Data for the task:

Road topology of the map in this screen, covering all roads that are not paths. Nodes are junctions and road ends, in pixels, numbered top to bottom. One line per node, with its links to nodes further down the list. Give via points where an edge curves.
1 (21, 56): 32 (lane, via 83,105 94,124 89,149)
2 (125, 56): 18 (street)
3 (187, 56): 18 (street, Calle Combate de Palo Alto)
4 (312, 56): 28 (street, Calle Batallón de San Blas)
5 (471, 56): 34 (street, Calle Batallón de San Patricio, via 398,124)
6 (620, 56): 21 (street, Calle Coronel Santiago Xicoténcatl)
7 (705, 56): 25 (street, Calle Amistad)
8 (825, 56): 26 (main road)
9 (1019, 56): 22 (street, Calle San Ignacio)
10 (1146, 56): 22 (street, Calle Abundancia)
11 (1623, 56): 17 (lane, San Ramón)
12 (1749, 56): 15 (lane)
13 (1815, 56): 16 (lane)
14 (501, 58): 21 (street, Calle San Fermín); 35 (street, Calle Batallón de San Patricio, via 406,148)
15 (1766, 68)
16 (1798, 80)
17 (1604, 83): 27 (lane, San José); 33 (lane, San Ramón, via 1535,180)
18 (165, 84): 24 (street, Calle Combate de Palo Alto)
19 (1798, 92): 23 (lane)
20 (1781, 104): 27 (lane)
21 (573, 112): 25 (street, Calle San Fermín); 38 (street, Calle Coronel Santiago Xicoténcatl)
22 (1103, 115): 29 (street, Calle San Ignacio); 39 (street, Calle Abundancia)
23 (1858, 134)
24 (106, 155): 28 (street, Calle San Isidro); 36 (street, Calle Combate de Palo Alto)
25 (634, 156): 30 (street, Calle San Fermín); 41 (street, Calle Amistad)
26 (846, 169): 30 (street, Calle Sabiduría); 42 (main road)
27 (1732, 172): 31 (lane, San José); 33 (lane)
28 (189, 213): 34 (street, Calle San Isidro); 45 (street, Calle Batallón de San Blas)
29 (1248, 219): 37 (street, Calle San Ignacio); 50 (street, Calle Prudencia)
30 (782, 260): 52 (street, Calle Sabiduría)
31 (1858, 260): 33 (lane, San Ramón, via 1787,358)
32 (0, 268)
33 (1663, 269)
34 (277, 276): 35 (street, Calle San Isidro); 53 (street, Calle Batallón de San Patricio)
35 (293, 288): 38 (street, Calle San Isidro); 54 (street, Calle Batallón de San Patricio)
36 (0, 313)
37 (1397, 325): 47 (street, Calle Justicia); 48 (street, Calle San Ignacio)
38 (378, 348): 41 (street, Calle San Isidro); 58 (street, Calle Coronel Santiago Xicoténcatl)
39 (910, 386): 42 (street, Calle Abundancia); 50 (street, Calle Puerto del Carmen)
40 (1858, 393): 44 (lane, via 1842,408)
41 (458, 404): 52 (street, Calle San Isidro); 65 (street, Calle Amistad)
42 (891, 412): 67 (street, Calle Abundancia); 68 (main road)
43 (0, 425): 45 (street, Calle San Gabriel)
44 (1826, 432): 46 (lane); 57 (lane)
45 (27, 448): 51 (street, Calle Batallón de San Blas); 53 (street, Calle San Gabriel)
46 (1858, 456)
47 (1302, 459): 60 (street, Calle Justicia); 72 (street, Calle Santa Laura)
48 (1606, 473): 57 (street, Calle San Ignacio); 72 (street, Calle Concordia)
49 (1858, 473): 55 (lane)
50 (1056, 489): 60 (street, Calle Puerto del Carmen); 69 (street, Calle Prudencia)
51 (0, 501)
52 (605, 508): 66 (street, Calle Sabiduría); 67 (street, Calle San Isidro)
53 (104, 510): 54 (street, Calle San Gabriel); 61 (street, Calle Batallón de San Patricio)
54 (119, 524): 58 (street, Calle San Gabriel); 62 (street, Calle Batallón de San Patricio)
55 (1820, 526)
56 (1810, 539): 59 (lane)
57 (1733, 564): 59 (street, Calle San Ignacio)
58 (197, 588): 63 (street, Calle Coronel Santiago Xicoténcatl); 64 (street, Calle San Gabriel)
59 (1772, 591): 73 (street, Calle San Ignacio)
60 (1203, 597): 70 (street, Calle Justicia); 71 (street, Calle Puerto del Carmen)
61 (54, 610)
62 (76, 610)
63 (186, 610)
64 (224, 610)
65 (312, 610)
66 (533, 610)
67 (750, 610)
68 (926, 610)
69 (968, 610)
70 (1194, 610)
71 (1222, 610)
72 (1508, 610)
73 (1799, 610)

About this exercise:
Across the entries above, work out how many lines include the string "Coronel", and report only that figure.

Exercise answer:
4